# MLB Gameday Scraper
This scraper goes out to [mlb.com](https://www.mlb.com/scores/) and pulls down all of the data on that page (final runs,hits,errors, team, team record, pitcher, pitcher record, etc. - not the inning by inning boxes tho). It saves the data as a csv in the data directory. 

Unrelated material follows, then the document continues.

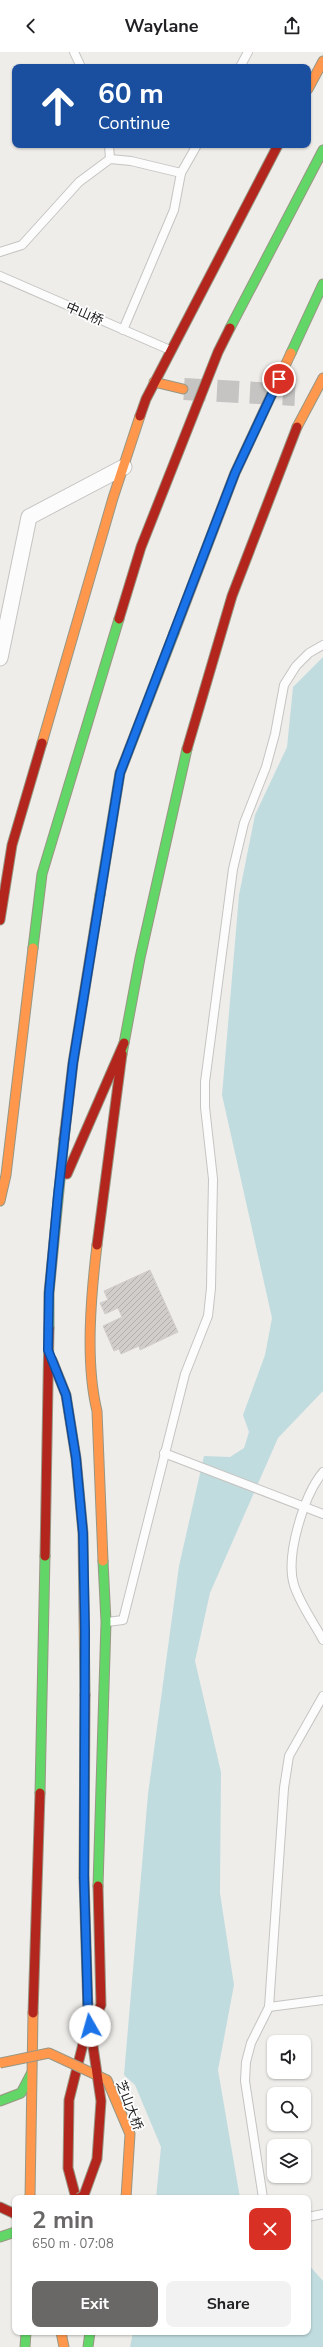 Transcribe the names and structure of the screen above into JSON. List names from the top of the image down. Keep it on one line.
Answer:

We use five selenium windows in parallel because they've got some javascript loading thingy that you have to wait for.

In [1]:
from selenium import webdriver
from selenium.webdriver.support.ui import WebDriverWait
from selenium.webdriver.support import expected_conditions as EC
from selenium.webdriver.firefox.options import Options
from selenium.webdriver.common.by import By

from bs4 import BeautifulSoup as bs

import re
import threading
import queue
import time

import pandas as pd
import numpy as np

In [2]:
%matplotlib inline
%load_ext autoreload
%autoreload 2

import warnings
warnings.filterwarnings('ignore')
warnings.simplefilter(action='ignore', category=FutureWarning)

In [3]:
def get_box_data(day, driver):
    #get url
    url = f'https://www.mlb.com/scores/{day}'
    driver.get(url)
    time.sleep(5) # give it a couple of more second to load
    soup = bs(driver.page_source.encode("utf-8"), "lxml")
    
    #scrape data from page
    games = []
    matchups = soup.findAll('div',{'class':'g5-component--mlb-scores__panel--primary'})
    for m in matchups:
        game={}
        team_names = m.findAll('span',{'class':'g5-component--mlb-scores__team__info__name--long'})
        game['away_team_name'] = team_names[0].text.strip()
        game['home_team_name'] = team_names[1].text.strip()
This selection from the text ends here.